*** Begin section ***

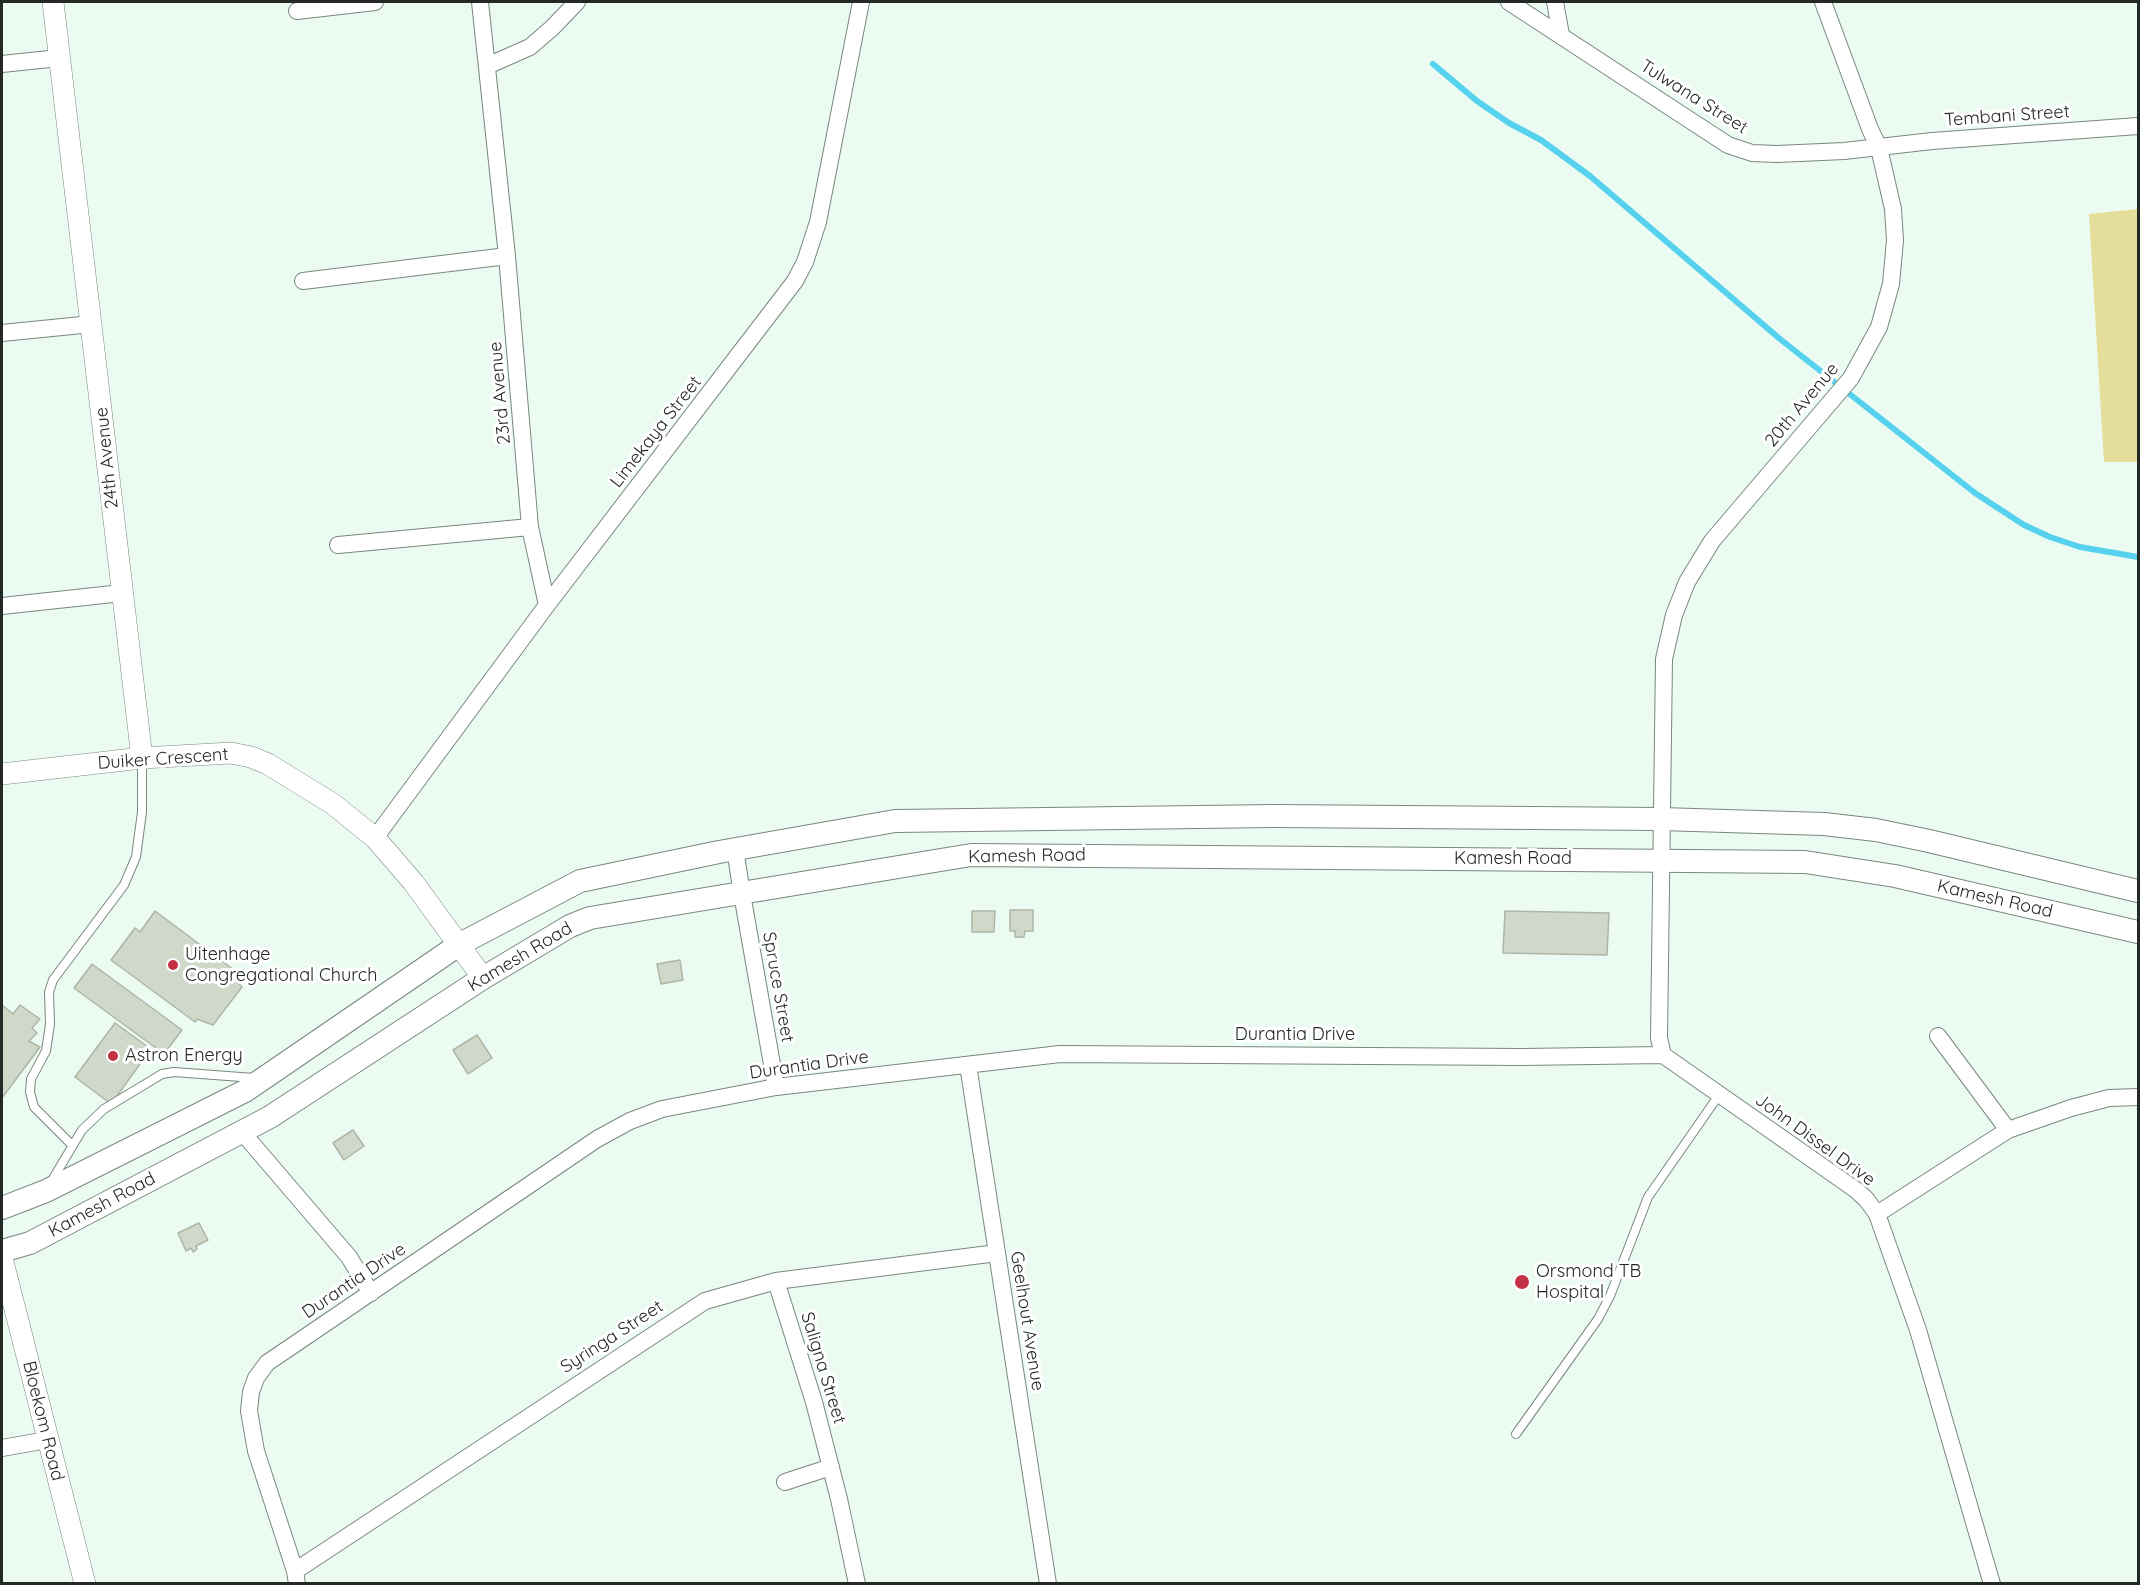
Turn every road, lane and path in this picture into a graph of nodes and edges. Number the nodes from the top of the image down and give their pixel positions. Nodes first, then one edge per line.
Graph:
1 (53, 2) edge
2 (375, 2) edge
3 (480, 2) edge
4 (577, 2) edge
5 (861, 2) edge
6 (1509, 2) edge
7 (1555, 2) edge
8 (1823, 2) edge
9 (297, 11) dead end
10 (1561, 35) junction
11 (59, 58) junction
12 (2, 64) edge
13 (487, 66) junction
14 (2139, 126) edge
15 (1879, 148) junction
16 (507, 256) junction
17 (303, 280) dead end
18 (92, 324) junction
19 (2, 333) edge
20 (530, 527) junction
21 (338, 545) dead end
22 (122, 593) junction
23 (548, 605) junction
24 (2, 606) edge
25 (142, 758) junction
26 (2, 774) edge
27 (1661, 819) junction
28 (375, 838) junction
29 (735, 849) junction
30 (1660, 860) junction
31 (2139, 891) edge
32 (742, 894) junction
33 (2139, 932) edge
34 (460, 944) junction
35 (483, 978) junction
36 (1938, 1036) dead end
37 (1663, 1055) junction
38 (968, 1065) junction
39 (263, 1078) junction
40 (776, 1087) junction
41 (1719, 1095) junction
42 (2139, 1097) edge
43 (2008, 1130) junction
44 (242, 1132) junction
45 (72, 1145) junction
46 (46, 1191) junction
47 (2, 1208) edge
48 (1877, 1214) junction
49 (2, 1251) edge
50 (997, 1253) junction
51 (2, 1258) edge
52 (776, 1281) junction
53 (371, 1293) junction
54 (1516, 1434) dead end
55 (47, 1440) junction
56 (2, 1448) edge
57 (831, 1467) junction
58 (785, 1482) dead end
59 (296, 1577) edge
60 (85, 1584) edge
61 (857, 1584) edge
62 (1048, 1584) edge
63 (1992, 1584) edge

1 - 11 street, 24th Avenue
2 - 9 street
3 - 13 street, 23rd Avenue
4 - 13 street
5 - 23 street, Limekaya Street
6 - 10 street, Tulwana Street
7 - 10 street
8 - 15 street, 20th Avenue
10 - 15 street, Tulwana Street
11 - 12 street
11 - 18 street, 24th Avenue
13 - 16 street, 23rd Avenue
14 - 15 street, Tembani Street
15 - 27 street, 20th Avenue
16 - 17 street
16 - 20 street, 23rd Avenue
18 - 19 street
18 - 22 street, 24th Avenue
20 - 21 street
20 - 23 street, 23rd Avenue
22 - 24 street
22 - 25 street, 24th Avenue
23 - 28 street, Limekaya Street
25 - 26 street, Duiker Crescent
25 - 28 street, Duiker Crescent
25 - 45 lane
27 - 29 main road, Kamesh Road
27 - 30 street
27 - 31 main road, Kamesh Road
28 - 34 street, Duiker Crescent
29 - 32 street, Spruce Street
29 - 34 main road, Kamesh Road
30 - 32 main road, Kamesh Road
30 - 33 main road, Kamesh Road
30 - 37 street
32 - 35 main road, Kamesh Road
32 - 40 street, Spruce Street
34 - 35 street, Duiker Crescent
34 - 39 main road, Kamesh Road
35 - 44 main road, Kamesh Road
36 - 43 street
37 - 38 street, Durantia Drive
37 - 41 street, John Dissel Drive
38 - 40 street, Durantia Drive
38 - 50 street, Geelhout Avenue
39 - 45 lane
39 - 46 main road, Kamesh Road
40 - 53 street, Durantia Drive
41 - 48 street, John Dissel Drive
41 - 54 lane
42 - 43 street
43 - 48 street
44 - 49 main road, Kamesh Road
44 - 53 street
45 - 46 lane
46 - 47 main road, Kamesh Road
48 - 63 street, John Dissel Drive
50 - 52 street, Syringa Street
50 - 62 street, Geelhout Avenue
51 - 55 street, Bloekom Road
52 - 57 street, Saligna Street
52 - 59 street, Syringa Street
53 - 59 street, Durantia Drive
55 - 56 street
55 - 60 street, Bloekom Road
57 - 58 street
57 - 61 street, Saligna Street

*** End section ***
*** Begin section ***

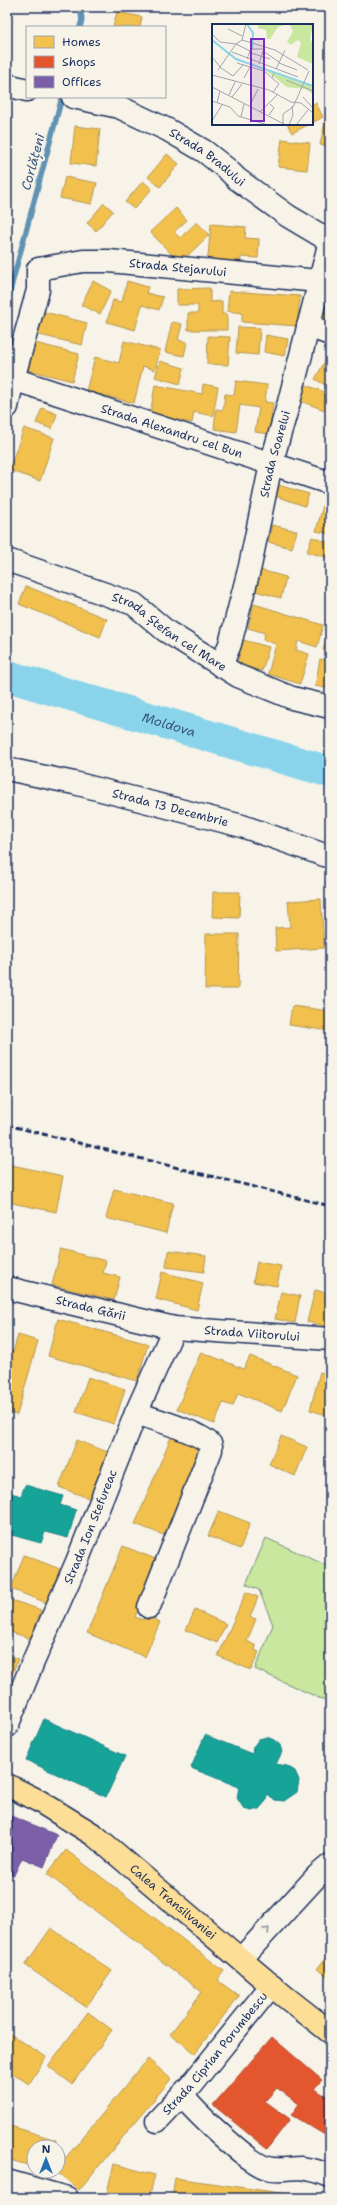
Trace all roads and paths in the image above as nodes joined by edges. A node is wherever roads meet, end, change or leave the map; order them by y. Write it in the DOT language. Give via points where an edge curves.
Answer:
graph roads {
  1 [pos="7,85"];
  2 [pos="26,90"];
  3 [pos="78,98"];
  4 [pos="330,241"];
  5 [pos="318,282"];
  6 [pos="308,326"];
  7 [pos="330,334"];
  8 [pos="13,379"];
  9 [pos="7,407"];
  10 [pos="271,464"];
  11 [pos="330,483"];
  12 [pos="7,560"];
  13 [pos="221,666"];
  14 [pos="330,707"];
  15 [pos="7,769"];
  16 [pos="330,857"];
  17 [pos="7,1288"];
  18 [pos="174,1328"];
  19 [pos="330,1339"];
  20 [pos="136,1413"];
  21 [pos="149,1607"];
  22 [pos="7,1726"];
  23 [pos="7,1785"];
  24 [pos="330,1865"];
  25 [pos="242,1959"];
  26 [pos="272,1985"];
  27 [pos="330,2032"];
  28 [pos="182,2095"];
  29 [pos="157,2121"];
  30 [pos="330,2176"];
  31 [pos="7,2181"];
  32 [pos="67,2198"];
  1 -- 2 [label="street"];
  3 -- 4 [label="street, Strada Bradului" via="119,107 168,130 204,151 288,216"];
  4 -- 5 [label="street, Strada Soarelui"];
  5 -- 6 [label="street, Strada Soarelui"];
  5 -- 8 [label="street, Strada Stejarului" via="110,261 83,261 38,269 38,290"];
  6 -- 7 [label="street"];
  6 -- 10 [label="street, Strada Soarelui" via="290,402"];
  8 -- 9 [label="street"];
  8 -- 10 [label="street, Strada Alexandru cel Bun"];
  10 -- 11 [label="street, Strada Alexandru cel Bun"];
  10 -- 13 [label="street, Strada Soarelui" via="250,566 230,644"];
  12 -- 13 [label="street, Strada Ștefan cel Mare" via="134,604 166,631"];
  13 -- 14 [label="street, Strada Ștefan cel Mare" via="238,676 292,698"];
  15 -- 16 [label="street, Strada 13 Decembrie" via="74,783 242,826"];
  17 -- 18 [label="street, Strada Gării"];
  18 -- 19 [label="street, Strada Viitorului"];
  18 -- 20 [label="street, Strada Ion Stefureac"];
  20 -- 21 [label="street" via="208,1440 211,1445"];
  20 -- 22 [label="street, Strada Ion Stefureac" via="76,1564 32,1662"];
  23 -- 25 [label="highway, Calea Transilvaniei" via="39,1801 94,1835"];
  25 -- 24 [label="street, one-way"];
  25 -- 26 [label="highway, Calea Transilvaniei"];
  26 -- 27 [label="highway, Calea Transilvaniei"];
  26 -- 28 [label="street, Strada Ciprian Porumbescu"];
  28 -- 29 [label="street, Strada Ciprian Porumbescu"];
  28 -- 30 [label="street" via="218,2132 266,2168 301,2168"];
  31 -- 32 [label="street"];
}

*** End section ***
*** Begin section ***

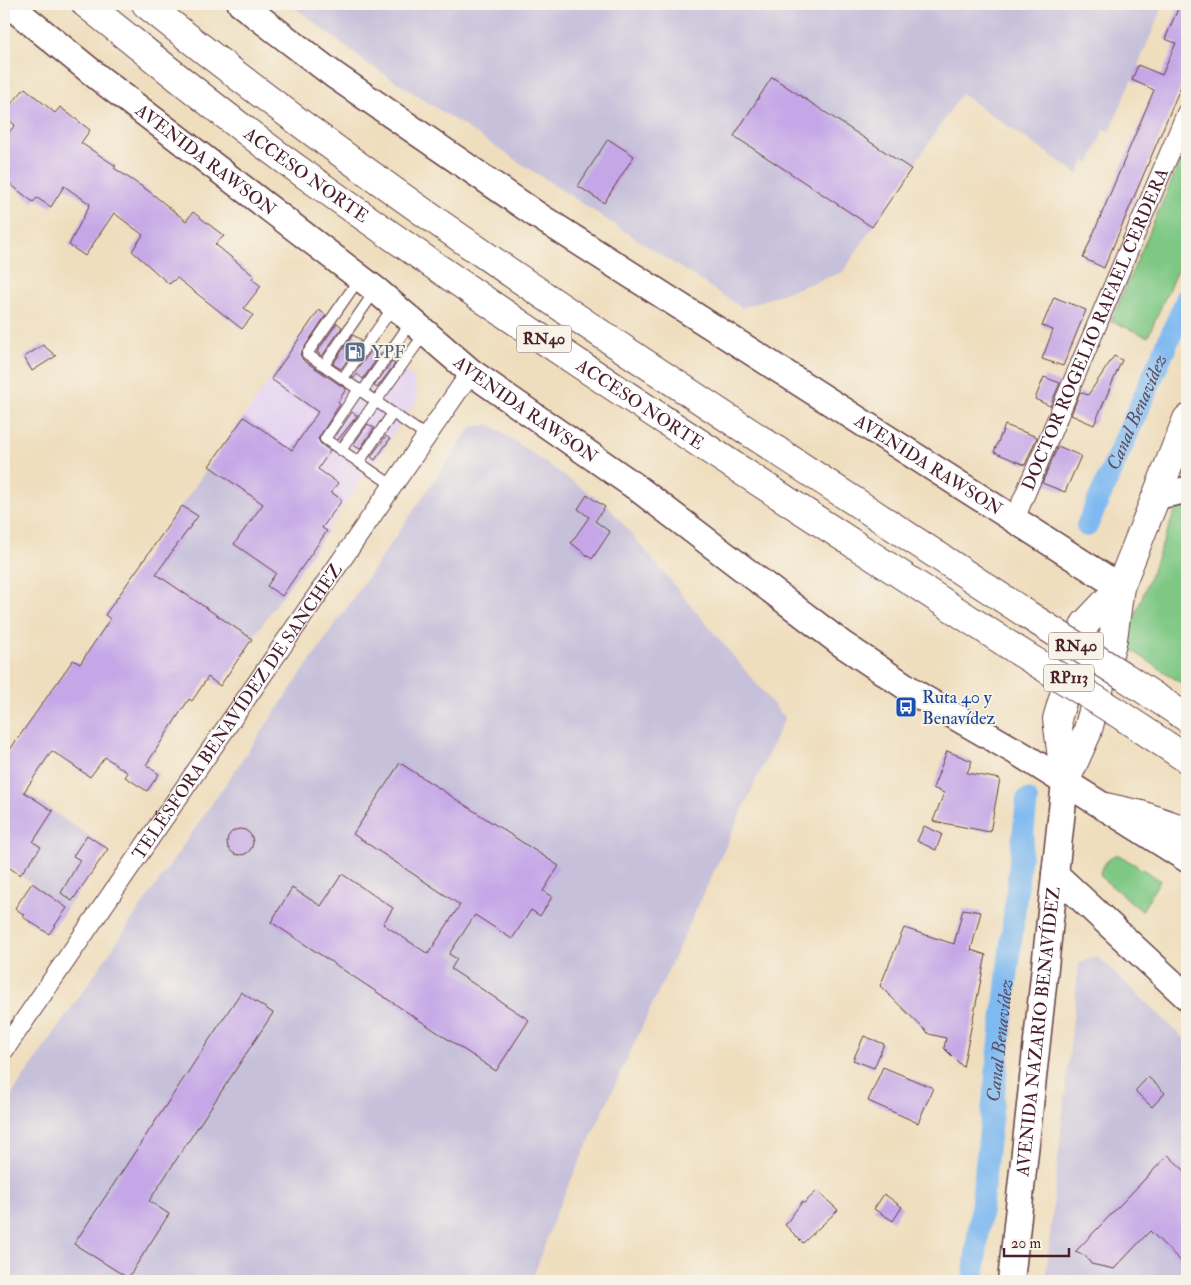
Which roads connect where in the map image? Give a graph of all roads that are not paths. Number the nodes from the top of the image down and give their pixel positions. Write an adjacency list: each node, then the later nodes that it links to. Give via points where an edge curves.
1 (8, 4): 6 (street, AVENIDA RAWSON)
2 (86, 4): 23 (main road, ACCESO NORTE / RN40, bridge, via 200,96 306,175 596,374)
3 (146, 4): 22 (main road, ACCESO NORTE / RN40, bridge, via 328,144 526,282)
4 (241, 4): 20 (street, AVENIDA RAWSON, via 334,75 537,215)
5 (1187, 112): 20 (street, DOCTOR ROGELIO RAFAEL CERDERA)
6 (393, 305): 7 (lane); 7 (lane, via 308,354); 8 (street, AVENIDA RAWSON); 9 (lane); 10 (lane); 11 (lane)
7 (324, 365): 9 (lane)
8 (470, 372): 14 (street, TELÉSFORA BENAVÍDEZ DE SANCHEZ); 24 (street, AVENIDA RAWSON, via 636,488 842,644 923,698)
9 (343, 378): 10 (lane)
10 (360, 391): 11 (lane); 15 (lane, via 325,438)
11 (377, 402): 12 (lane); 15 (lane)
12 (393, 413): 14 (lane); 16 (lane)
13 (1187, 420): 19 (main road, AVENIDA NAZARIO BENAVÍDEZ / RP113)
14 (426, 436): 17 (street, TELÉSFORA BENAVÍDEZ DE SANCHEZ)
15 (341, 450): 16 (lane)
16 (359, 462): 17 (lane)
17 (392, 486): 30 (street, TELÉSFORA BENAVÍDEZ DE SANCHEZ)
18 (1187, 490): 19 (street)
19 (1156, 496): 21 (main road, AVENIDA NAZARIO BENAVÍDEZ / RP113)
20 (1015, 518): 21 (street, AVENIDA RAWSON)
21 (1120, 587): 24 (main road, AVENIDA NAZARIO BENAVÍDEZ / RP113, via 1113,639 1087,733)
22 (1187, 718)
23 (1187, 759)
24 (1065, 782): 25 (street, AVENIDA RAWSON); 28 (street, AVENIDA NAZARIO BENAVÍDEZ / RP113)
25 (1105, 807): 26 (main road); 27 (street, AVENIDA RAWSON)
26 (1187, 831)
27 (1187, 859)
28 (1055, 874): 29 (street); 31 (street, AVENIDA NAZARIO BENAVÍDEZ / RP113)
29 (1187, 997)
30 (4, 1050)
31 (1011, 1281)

*** End section ***

* Task objective
Isolate the lines above that contain the word "from" and copy them.

* Solution
Turn every road, lane and path in this picture into a graph of nodes and edges. Number the nodes from the top of the image down and give their pixel positions. Nodes first, then one edge per line.
Which roads connect where in the map image? Give a graph of all roads that are not paths. Number the nodes from the top of the image down and give their pixel positions. Write an adjacency list: each node, then the later nodes that it links to. Give via points where an edge curves.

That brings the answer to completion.